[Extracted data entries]

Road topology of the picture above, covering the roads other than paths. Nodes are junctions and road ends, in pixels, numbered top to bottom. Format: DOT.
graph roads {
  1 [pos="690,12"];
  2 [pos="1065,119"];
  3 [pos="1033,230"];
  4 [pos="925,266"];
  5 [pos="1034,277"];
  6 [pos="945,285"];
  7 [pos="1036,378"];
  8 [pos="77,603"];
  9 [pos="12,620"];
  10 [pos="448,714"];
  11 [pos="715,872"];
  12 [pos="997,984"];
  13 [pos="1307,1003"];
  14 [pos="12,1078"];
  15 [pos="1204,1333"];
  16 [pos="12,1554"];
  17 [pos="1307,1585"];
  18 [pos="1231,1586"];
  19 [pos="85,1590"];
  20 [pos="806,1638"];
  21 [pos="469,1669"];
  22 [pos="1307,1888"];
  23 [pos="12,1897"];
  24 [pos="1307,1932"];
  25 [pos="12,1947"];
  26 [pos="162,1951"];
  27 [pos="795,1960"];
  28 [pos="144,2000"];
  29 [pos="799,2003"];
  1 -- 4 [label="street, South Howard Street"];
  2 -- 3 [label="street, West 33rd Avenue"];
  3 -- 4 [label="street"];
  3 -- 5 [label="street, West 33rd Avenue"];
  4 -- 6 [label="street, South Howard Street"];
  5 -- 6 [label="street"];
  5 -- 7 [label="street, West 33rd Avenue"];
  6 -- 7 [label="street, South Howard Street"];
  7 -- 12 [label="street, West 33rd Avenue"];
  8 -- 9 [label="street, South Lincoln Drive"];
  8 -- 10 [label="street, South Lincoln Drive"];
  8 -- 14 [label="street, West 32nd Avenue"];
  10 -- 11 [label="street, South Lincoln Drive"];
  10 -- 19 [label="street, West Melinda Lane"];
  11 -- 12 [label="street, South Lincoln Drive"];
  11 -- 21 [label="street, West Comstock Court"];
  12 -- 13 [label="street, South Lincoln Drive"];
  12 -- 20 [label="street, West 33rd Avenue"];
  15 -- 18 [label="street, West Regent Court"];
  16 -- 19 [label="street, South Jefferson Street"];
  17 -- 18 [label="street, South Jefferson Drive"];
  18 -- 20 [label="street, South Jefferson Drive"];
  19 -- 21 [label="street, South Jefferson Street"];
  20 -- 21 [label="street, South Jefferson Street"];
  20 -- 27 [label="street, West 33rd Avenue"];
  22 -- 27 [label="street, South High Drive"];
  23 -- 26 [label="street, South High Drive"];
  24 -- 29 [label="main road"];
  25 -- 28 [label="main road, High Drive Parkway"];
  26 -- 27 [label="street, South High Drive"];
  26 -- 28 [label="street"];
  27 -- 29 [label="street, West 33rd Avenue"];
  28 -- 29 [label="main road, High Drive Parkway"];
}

**WHAT TO DO**.
Where a line in the records above includes the string "Court", show it.

**WORKED SOLUTION**.
  11 -- 21 [label="street, West Comstock Court"];
  15 -- 18 [label="street, West Regent Court"];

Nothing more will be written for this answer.